I’ve been preoccupied with other priorities, and I’m the type of person who has a hard time focusing on more than one project at a time. End of story.

What’s not end-of-story are my aches and pains. They seem to have taken a turn for the worse since the start of the new year, and to have become more omnipresent. I’m on the cusp of leaving my sixth decade behind (mathematical purists will point out that it’s actually seven--but never mind—when I say six, people know what I mean). The point is that I’m in danger of starting to buy into the numbers story by entertaining unhelpful, dark thoughts about what’s happening to my body, and what the next decade portends.

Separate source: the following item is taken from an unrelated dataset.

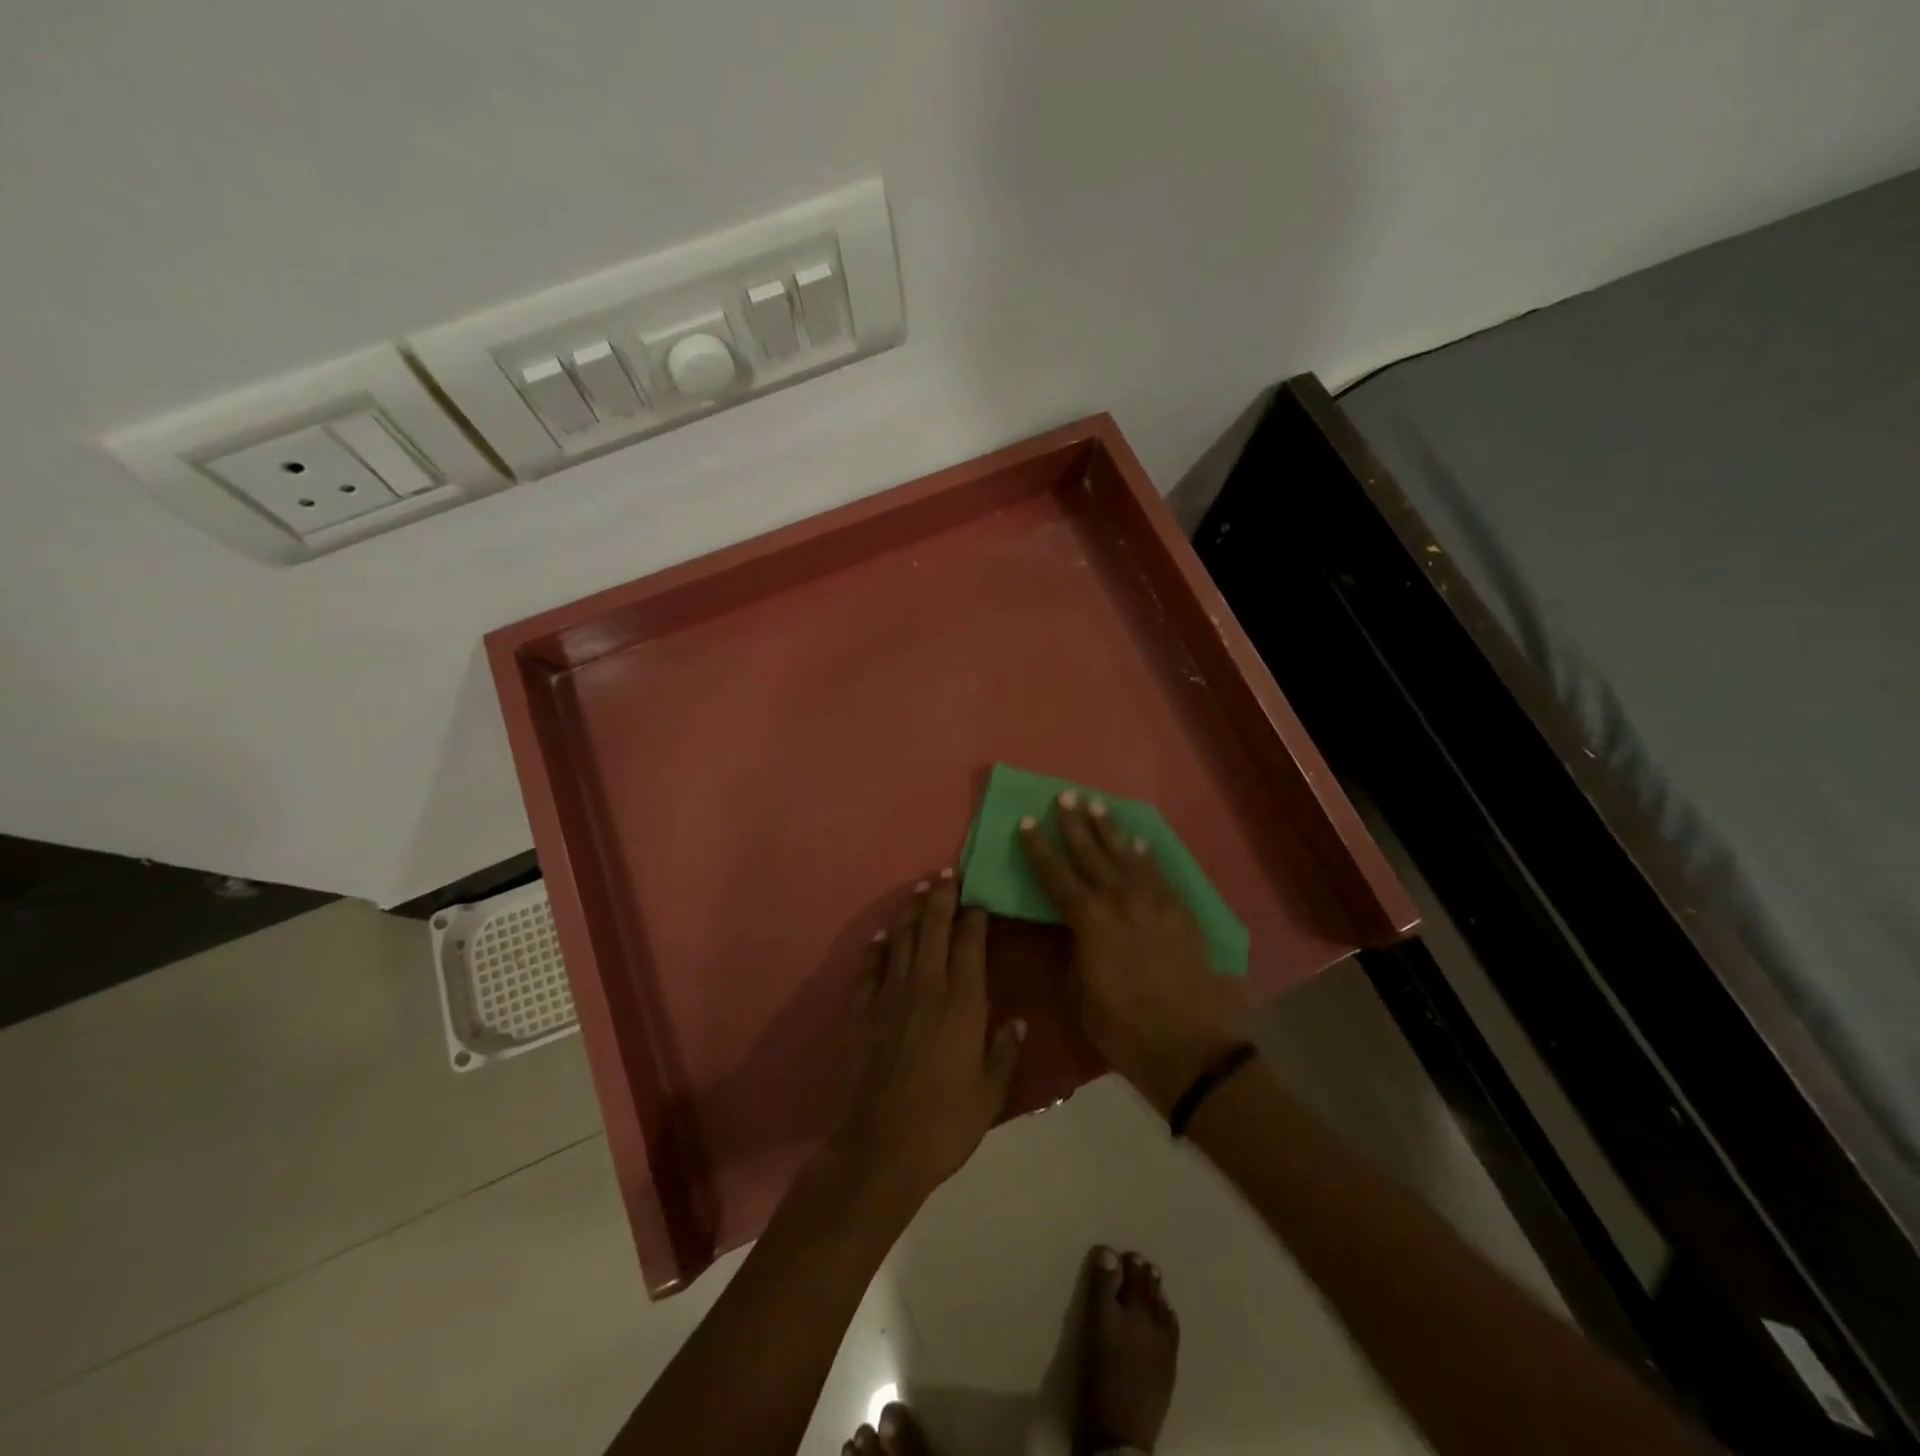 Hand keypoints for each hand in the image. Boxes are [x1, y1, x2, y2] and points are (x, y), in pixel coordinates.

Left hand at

Ordinarily, when you start a new decade, you expect to be, do, and have more when it ends than when it began. But that’s only in effect up to a certain point. I’ve now reached that point in life where, for the first time, I’m facing the prospect of this customary ten-year expectation having expired. This is a frame of reference that I need to put into abeyance. It’s a daily wrestling match—one that threatens to bring my spirit crashing down if I don’t manage to create some new mindset in which to contain it.

One of the most vital lessons I’ve learned over these many years is that inspiration can come from truly anomalous, unexpected sources—if you keep yourself open to the possibility. A couple of days ago it was, of all things, an infomercial—some horseshit health product or other.

Per usual, I lunge for the remote to switch the channel when, at the last second, a testimonial begins which freezes my finger in mid-arc. Here’s this 80-year old surfer gliding onto the beach, nonchalantly throwing his surfboard over his shoulder, and striding triumphantly up to the camera. Probably an actor, but never mind, the words he begins uttering come straight into my space-of-listening like those old Bible cartoon books where the commands of the Almighty boom forth from the sky directly to the shaken, earth-bound figures below.

“I have a new outlook and it works!” he proclaims. “I don’t let myself worry anymore about my aches and pains and what they might signify. I just look at what I would enjoy doing and go out and do it. It’s like being a kid again except there’s no Mom saying no, or Dad saying it can’t be done.”

Of course, he attributes said new outlook to said horseshit health product, so now my finger completes its arc to the remote button. But the message of his words, carefully scripted, no doubt, lingers with me. It becomes a source of quasi-meditation that leads me to realize—and to accept, hopefully—that aches and pains are just the way it is, baby.

Welcome, Tom, to the new landscape. Get on with the business of living, or feel sorry for yourself. I’m beginning to learn that if my attention is on what I want to be doing instead of the aches and pains, guess what?--the object of focus is what predominates. I can have my aches and pains—and they don’t have to mean anything, or stand in the way of most things.

Not exactly the most profound of realizations, but it’s the kind of stuff about which you have to be hit on the side of the head from time to time. To close, I’ll allow myself one indulgence in blogging about blogging: blogging helps me make sense of my experience. That’s reason enough to not let myself quit.